In 2005, I began bending and folding the plane of the paper and investigating the ways in which the virtual images locate themselves within these real spaces. Just as buildings are positioned within the landscape, I allow images to find their way into the folded and bended terrain of the paper. My drawings create a purposefully disjointed narrative, fusing historical catastrophes with domestic interiors, postmodern architecture, and other-worldly landscapes. Moreover, with the juxtaposition of tiny forms to expansive spaces, they can only be experienced in a temporal manner. Like an unfolding in time, the result is an almost cinematic experience wherein one image or sequence yields to another.

My aim in drawing is to depict a psychological topography—one in which views proliferate and multiply, stretching and unfolding onto the surface of carefully constructed paper, or, in counterpoint, folding back in on themselves.

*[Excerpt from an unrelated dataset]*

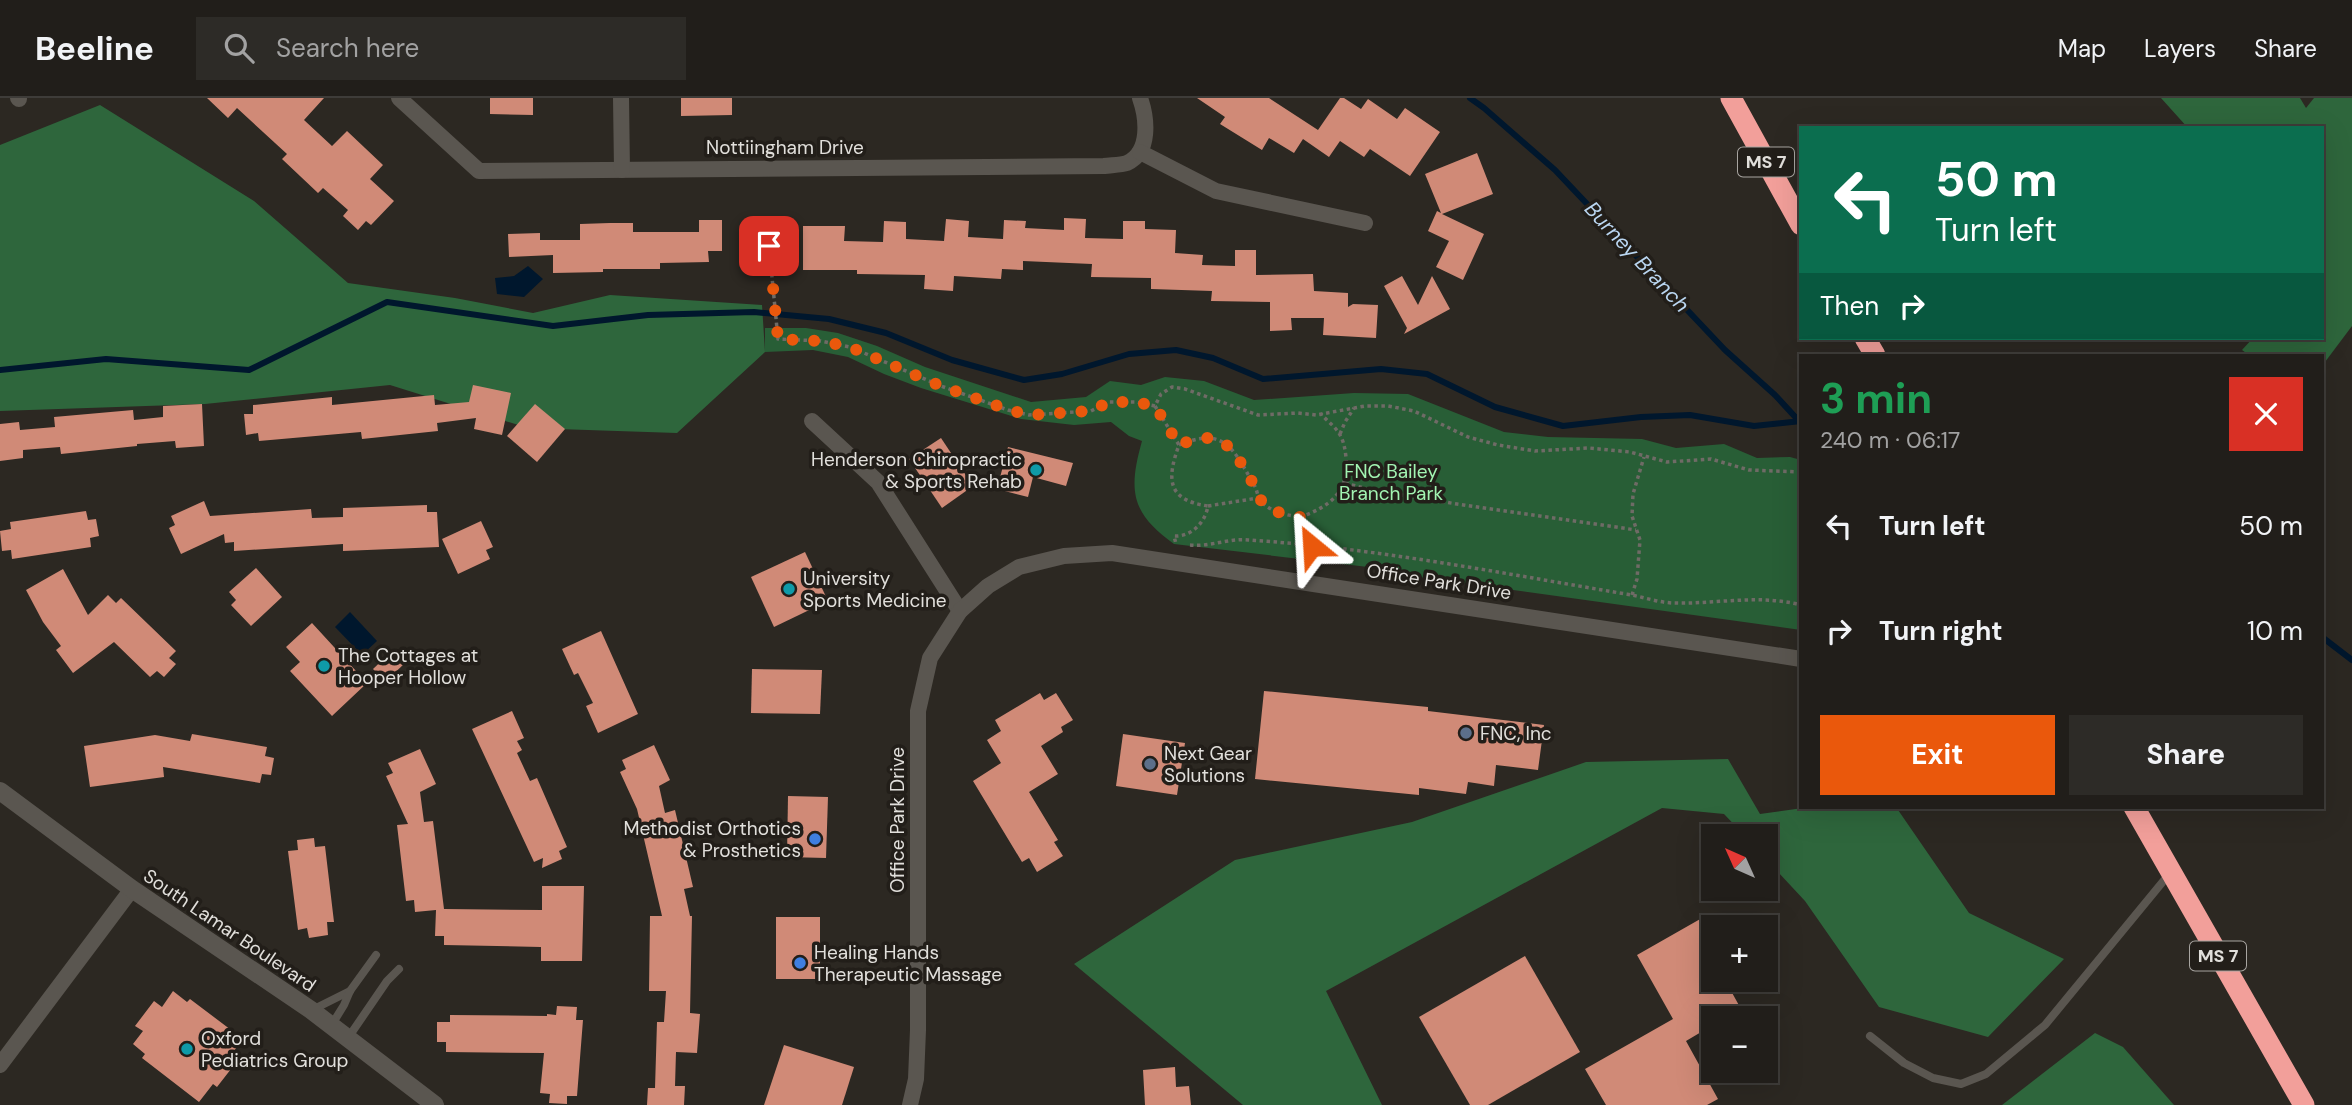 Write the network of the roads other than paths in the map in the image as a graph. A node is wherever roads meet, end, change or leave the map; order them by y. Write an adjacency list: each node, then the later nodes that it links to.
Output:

Through the careful blending of charcoal with delicate erasure, vignettes of diverse images and spaces are interwoven with each other, and the drawing seemingly emerges out of the paper. With this, voids of untouched paper are established and act as a presence that weaves in and around the image.

The narratives in my work draw upon our collective internal states that have been impacted by outside events, particularly public tragedies such as 9-11, Katrina, or the assassination of Martin Luther King. Informed by a collection of pictures that includes such things as sofas, flight simulators, fire-clouds, and sandbags, the drawings link personal experience with these large, particularly disturbing historical events and their concomitant ideas of hate, fear, and unaddressed grievances as well as rescue, hope, and salvation. The surface of the paper functions like a screen whereon our beliefs, ideas, and emotions are layered and projected, or, in a prescient way, depict realities that may come to pass in the future.

The drawings, with their folds and bends that situate parallel worlds, contracted pasts, and potential events provide an alternate way for the viewer to experience a two-dimensional image; an image that embodies a quality of time and that creates a psychological index of our age.